To help bridge the ambition gap, we believe they can take the following five actions now:

  1. Increase funding for green technology innovation and create policies that incentivize private investment while lowering risk. This can be achieved through a mix of incentives and penalties such as green taxes, support for tech R&D clusters and startups, which will set the pace of the transition.
  2. Develop integrated policies that promote public-private cooperation across industry sectors to achieve comprehensive decarbonization. Transformation is needed beyond just the power sector; all sectors of the economy must be included, acknowledging that some industries may have limited options for improvement with current technologies.
  3. Adopt a technology-neutral perspective that relies on the specific capacity and cost of each technology to contribute to the transition. This approach can also help couple different technological needs.
  4. Embrace science-informed policymaking. To foster technological innovation and leverage data, governments should use an evidence-based policymaking approach and tools (consultations, multilateral dialogue, policy briefing) within a broader science diplomacy framework.
  5. Advance behavioral change at individual group and societal levels. As a direct consequence of governments’ awareness campaigns, incentives and innovative solutions, the impact of behavioral change may bring a significant contribution toward decarbonization.
No single government can afford all the funding needed to tackle climate change. Governments must work to encourage the flow of private capital into green energy and technology projects.
Putting collaboration at the heart of the green transition

Governments are at the front line of the green transition, but existing action plans and policies do not provide credible pathways to limit temperature growth.

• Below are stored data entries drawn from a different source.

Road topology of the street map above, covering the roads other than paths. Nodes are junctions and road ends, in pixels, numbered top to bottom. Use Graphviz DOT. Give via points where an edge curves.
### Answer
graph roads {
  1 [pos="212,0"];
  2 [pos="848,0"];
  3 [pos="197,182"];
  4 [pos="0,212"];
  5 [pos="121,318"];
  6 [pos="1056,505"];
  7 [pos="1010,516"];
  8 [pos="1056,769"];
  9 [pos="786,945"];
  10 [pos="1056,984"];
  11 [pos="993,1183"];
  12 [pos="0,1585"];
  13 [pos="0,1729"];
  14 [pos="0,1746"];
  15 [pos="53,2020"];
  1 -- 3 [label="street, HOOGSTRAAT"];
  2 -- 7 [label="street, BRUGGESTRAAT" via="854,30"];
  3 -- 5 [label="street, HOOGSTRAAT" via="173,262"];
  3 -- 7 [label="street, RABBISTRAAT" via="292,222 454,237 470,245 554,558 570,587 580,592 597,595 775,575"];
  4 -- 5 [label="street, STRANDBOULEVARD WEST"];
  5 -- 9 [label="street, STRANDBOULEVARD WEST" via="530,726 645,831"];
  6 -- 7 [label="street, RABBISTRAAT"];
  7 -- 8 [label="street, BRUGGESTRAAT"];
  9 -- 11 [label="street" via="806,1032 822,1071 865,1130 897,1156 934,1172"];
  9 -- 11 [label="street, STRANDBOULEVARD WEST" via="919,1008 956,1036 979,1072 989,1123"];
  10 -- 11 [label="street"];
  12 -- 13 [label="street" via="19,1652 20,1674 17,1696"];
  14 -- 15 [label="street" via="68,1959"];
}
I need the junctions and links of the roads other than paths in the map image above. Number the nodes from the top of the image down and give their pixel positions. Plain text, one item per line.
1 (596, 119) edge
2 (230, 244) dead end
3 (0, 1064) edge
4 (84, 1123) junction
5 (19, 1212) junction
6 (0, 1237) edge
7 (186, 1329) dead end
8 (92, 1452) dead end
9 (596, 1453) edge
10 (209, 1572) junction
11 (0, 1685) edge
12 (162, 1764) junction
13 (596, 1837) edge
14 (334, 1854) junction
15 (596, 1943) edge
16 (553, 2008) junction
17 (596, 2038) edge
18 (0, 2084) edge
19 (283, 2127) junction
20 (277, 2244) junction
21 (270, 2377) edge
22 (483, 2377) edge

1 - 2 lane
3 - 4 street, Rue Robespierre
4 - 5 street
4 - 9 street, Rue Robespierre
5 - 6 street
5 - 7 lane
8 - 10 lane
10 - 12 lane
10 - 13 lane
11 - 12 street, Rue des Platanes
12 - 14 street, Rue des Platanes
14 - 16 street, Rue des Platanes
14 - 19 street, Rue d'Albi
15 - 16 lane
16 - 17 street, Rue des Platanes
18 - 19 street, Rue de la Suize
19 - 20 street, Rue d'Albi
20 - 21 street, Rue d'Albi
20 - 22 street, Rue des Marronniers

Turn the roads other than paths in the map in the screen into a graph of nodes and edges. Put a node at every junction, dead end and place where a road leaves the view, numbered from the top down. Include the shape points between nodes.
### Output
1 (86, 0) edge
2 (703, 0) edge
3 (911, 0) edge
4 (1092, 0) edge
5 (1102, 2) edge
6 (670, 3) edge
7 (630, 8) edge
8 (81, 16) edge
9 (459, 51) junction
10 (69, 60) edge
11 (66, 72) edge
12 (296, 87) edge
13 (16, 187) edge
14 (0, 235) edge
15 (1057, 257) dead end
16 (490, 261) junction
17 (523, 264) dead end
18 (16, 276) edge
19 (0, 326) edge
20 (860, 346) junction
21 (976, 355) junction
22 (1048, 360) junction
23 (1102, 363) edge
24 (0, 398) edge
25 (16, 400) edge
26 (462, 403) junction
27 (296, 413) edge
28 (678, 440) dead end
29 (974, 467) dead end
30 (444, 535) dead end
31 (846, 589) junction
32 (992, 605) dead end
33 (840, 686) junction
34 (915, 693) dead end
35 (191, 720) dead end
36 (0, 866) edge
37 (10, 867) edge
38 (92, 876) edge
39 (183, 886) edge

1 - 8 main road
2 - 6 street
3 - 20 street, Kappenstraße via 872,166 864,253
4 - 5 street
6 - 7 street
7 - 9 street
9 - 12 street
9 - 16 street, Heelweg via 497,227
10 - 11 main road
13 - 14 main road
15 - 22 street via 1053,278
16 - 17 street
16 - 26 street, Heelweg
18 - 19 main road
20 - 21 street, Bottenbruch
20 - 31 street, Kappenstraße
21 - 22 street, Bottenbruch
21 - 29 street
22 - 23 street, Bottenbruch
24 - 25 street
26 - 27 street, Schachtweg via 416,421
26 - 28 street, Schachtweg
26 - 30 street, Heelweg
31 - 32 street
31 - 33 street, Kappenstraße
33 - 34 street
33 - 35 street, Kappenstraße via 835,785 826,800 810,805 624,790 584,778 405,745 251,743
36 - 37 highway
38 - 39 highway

Green technologies are vital in triggering the transition out of fossil fuels and strengthening NDC commitments, but most need to be on track with the net zero 2050 trajectory. Governments must take a proactive role by prioritizing and facilitating R&D investments to decarbonize the economy through fostering public-private cooperation and an ecosystem of innovation.

The authors of this article would like to give special thanks to Tony Canavan, Marco Cavalli, Marc Coltelli, Craig Coulter and Erin Roberts from the EY organization for their insights.


Given the immediate need to address the climate emergency, governments must look to the proven potential of existing technology in reducing carbon emissions rather than hoping for some breakthrough new solution that will take decades of research and development to bring to market. Those existing technologies, if supported through policymaking and government investment, could yet prove game changers in transitioning to a green economy.